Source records
----------

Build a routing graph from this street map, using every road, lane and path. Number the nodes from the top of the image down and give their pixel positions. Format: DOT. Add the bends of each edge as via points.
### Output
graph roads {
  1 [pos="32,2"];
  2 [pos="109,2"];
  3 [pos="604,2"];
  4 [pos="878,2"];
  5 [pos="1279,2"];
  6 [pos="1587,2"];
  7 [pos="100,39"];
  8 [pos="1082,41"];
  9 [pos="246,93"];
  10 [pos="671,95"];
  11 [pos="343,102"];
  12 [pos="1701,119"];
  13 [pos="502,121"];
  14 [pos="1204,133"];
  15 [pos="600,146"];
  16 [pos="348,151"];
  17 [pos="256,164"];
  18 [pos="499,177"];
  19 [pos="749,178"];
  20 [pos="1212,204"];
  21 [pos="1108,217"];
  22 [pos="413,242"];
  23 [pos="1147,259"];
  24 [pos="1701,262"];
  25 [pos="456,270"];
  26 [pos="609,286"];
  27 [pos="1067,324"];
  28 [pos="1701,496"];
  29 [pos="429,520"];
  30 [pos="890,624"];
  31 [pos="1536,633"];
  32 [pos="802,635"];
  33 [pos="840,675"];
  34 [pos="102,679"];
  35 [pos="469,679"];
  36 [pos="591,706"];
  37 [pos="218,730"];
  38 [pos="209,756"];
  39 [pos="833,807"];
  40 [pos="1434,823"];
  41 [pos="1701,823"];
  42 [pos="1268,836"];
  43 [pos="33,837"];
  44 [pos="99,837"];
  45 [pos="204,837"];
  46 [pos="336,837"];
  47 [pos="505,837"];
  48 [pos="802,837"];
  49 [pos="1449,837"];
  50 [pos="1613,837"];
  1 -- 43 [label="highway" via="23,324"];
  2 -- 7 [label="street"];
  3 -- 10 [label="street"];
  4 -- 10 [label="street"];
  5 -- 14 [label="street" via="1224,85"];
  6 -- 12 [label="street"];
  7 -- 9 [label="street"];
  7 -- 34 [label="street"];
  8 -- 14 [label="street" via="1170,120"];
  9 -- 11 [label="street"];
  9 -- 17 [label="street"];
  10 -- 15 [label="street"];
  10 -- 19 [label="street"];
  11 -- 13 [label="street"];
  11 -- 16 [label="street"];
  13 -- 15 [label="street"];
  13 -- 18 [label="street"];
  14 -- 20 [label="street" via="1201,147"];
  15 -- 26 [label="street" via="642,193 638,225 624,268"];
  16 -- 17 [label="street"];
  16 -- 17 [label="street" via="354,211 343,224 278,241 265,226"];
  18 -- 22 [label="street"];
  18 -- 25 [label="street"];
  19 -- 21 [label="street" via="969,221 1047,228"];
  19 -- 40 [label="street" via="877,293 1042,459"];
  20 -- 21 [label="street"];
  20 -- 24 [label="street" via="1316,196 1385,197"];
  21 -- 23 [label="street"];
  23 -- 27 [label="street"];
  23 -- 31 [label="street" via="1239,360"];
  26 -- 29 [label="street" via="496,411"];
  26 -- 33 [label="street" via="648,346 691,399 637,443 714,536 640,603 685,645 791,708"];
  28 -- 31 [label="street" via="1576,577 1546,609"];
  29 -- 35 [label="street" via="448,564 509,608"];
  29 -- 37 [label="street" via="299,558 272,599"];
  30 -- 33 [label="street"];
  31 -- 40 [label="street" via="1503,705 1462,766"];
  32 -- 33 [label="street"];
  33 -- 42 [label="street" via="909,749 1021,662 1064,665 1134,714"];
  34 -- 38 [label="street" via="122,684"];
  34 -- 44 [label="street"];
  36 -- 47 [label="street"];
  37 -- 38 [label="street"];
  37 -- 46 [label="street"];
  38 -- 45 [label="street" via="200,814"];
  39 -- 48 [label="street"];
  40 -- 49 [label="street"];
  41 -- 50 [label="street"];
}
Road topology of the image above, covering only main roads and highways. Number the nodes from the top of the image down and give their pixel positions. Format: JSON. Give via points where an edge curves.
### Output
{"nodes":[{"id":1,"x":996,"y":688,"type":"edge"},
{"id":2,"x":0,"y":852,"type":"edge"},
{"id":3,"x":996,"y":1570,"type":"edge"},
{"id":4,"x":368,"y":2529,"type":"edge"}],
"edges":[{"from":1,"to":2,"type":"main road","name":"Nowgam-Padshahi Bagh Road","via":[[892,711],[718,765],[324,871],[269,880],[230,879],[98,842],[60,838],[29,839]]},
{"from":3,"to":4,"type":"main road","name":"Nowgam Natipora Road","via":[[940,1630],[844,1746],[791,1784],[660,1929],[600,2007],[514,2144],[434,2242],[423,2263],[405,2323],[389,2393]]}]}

----------

### Problem description
The data, all of it, should be transcribed exactly.

### Task response
Build a routing graph from this street map, using every road, lane and path. Number the nodes from the top of the image down and give their pixel positions. Format: DOT. Add the bends of each edge as via points.
### Output
graph roads {
  1 [pos="32,2"];
  2 [pos="109,2"];
  3 [pos="604,2"];
  4 [pos="878,2"];
  5 [pos="1279,2"];
  6 [pos="1587,2"];
  7 [pos="100,39"];
  8 [pos="1082,41"];
  9 [pos="246,93"];
  10 [pos="671,95"];
  11 [pos="343,102"];
  12 [pos="1701,119"];
  13 [pos="502,121"];
  14 [pos="1204,133"];
  15 [pos="600,146"];
  16 [pos="348,151"];
  17 [pos="256,164"];
  18 [pos="499,177"];
  19 [pos="749,178"];
  20 [pos="1212,204"];
  21 [pos="1108,217"];
  22 [pos="413,242"];
  23 [pos="1147,259"];
  24 [pos="1701,262"];
  25 [pos="456,270"];
  26 [pos="609,286"];
  27 [pos="1067,324"];
  28 [pos="1701,496"];
  29 [pos="429,520"];
  30 [pos="890,624"];
  31 [pos="1536,633"];
  32 [pos="802,635"];
  33 [pos="840,675"];
  34 [pos="102,679"];
  35 [pos="469,679"];
  36 [pos="591,706"];
  37 [pos="218,730"];
  38 [pos="209,756"];
  39 [pos="833,807"];
  40 [pos="1434,823"];
  41 [pos="1701,823"];
  42 [pos="1268,836"];
  43 [pos="33,837"];
  44 [pos="99,837"];
  45 [pos="204,837"];
  46 [pos="336,837"];
  47 [pos="505,837"];
  48 [pos="802,837"];
  49 [pos="1449,837"];
  50 [pos="1613,837"];
  1 -- 43 [label="highway" via="23,324"];
  2 -- 7 [label="street"];
  3 -- 10 [label="street"];
  4 -- 10 [label="street"];
  5 -- 14 [label="street" via="1224,85"];
  6 -- 12 [label="street"];
  7 -- 9 [label="street"];
  7 -- 34 [label="street"];
  8 -- 14 [label="street" via="1170,120"];
  9 -- 11 [label="street"];
  9 -- 17 [label="street"];
  10 -- 15 [label="street"];
  10 -- 19 [label="street"];
  11 -- 13 [label="street"];
  11 -- 16 [label="street"];
  13 -- 15 [label="street"];
  13 -- 18 [label="street"];
  14 -- 20 [label="street" via="1201,147"];
  15 -- 26 [label="street" via="642,193 638,225 624,268"];
  16 -- 17 [label="street"];
  16 -- 17 [label="street" via="354,211 343,224 278,241 265,226"];
  18 -- 22 [label="street"];
  18 -- 25 [label="street"];
  19 -- 21 [label="street" via="969,221 1047,228"];
  19 -- 40 [label="street" via="877,293 1042,459"];
  20 -- 21 [label="street"];
  20 -- 24 [label="street" via="1316,196 1385,197"];
  21 -- 23 [label="street"];
  23 -- 27 [label="street"];
  23 -- 31 [label="street" via="1239,360"];
  26 -- 29 [label="street" via="496,411"];
  26 -- 33 [label="street" via="648,346 691,399 637,443 714,536 640,603 685,645 791,708"];
  28 -- 31 [label="street" via="1576,577 1546,609"];
  29 -- 35 [label="street" via="448,564 509,608"];
  29 -- 37 [label="street" via="299,558 272,599"];
  30 -- 33 [label="street"];
  31 -- 40 [label="street" via="1503,705 1462,766"];
  32 -- 33 [label="street"];
  33 -- 42 [label="street" via="909,749 1021,662 1064,665 1134,714"];
  34 -- 38 [label="street" via="122,684"];
  34 -- 44 [label="street"];
  36 -- 47 [label="street"];
  37 -- 38 [label="street"];
  37 -- 46 [label="street"];
  38 -- 45 [label="street" via="200,814"];
  39 -- 48 [label="street"];
  40 -- 49 [label="street"];
  41 -- 50 [label="street"];
}
Road topology of the image above, covering only main roads and highways. Number the nodes from the top of the image down and give their pixel positions. Format: JSON. Give via points where an edge curves.
### Output
{"nodes":[{"id":1,"x":996,"y":688,"type":"edge"},
{"id":2,"x":0,"y":852,"type":"edge"},
{"id":3,"x":996,"y":1570,"type":"edge"},
{"id":4,"x":368,"y":2529,"type":"edge"}],
"edges":[{"from":1,"to":2,"type":"main road","name":"Nowgam-Padshahi Bagh Road","via":[[892,711],[718,765],[324,871],[269,880],[230,879],[98,842],[60,838],[29,839]]},
{"from":3,"to":4,"type":"main road","name":"Nowgam Natipora Road","via":[[940,1630],[844,1746],[791,1784],[660,1929],[600,2007],[514,2144],[434,2242],[423,2263],[405,2323],[389,2393]]}]}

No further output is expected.